A leadership skill wearing a technical costume
None of the four parts is about phrasing. Naming the decision, separating real constraints from inherited ones, defining the acceptance test, pricing the asymmetry of error — this is the job description of anyone who sets direction for other people. It is what a good executive does when delegating to a team, what a principal investigator does when scoping a study, what a founder does when writing the one paragraph that tells everyone what "done" means. It maps so cleanly onto AI work because a capable model is, functionally, an infinitely fast, infinitely literal, deeply knowledgeable report who has no access to your intent and no incentive to ask. The manager who delegates well to humans — clear goal, explicit constraints, agreed definition of success, understood stakes — already holds the entire skill. The manager who delegates badly by dumping vague requests and hoping produces vague AI output for exactly the same reason.
This is why I distrust the framing that AI is coming to "take" the jobs of knowledge workers. That framing measures the wrong thing. AI collapses the cost of execution and phrasing — the parts of knowledge work that were always closer to labor than to judgment. What it raises, sharply, is the return on knowing what you actually want and being able to recognize when you have it. Those two capacities were always the scarce ones; they were just bundled with enough executional grunt work to hide how rare they are. Strip the grunt work away and the distribution gets brutal. People whose value was fluent execution — the passable memo, the competent analysis, the reasonable code — get compressed toward the model's baseline. People whose value was specification and judgment get amplified by the same technology, because the machine now executes their intent at a speed and quality they could never staff for.

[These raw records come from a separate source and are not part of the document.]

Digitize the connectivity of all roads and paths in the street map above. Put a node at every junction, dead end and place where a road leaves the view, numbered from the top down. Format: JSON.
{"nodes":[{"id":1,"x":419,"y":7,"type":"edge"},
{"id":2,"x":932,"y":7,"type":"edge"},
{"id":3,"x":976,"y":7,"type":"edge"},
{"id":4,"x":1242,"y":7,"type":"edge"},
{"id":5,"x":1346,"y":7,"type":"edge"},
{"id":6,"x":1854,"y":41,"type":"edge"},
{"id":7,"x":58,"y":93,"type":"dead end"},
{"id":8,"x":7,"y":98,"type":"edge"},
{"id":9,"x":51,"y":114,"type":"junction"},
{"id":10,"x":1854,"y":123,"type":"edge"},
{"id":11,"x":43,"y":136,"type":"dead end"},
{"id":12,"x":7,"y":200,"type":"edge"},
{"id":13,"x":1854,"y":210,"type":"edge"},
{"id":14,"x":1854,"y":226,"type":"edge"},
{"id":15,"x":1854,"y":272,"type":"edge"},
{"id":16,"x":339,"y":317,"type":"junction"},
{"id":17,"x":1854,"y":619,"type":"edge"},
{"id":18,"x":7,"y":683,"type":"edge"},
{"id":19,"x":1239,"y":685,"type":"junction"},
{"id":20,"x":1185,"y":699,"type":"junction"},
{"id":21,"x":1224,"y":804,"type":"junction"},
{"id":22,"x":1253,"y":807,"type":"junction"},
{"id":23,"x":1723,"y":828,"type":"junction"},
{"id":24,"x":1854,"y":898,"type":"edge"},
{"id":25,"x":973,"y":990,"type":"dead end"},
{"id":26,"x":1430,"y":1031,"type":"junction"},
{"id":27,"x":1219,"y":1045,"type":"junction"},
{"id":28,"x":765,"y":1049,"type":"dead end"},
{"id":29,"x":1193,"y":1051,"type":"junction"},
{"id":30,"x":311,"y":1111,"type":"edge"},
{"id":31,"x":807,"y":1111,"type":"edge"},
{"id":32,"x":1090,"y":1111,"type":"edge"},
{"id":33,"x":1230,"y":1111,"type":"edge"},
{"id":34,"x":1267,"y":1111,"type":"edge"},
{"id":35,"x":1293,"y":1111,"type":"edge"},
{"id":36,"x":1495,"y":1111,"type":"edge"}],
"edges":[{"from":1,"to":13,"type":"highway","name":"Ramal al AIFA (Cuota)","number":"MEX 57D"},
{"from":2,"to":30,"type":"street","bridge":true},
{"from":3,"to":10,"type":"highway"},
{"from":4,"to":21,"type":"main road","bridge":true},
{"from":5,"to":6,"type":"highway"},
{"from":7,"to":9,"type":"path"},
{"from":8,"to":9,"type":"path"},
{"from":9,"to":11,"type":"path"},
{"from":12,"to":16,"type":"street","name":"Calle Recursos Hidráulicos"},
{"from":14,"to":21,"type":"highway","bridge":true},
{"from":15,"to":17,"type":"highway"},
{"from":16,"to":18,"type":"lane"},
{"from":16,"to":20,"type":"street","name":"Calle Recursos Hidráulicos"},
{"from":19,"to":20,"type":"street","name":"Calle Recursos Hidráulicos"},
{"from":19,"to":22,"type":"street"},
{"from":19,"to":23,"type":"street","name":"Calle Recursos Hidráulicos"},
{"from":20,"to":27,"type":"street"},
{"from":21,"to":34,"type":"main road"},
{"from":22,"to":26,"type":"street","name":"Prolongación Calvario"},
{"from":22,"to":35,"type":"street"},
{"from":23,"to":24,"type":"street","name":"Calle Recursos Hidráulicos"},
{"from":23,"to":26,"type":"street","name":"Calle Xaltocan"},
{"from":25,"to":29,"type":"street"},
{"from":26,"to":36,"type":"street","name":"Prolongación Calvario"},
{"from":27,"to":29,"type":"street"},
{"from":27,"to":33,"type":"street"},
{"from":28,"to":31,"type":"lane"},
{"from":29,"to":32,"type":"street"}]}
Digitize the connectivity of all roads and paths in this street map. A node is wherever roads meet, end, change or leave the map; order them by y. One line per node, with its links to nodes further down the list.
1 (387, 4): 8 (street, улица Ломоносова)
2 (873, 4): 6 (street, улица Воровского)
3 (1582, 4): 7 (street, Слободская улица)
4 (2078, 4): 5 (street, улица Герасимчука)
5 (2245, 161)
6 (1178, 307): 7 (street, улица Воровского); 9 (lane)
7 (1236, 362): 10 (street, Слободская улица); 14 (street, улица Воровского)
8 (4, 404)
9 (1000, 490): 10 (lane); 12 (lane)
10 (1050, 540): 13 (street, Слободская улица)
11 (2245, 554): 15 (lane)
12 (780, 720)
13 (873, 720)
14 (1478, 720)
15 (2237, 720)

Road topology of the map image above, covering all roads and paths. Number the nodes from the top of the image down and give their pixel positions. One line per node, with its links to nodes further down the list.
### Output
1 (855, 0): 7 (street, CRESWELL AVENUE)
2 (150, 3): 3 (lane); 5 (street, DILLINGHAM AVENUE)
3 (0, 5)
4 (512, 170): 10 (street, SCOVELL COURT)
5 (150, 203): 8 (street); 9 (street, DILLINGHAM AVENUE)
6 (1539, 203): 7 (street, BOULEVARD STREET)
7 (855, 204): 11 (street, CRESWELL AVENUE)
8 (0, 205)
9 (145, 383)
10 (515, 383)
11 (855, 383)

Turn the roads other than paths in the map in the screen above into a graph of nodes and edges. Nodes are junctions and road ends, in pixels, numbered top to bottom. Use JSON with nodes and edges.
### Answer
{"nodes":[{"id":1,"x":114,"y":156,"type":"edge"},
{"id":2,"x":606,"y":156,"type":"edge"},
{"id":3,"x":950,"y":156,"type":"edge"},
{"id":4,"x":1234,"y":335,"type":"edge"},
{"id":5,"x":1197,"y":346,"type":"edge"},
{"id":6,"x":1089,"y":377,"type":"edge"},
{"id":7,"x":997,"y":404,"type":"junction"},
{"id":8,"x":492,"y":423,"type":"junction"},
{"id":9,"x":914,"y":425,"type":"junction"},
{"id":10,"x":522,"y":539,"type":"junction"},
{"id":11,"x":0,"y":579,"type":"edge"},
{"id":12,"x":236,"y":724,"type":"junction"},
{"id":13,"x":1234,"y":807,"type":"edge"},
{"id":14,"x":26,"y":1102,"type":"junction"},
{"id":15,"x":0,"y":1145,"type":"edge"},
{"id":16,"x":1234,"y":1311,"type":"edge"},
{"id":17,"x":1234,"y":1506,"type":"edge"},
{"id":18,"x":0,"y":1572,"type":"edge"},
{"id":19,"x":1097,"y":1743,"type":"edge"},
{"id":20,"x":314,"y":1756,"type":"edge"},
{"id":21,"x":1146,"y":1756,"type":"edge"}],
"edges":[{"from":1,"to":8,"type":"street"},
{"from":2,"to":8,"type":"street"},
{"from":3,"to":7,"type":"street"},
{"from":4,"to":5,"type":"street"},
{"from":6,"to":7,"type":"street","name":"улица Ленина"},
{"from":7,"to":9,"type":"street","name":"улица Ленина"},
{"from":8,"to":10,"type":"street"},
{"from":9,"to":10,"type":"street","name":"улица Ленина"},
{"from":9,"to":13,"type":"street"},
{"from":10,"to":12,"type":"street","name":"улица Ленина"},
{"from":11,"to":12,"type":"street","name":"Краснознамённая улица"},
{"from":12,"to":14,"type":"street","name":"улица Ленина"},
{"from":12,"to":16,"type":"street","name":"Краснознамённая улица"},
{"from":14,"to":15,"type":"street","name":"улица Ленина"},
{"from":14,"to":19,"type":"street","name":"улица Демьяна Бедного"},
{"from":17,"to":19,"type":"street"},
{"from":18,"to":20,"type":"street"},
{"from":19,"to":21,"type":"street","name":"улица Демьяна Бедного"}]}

So the anxiety is real but pointed at the wrong target. The question is not "will the model do my job." It is "is my job phrasing, or is it specifying." If it is phrasing, the depreciation has already started and no amount of prompt-craft reverses it, because your competition is the labs. If it is specifying, you have been handed the largest force multiplier of your career, and the correct response is to get radically better at the four things above — to treat every request to a model as a hypothesis you must be able to disconfirm, not a wish you hope comes true.
The people who compound value from these systems are not the ones with the cleverest prompts. They are the ones who can still tell you, precisely, what they were trying to find out, and how they would have known if the answer were wrong.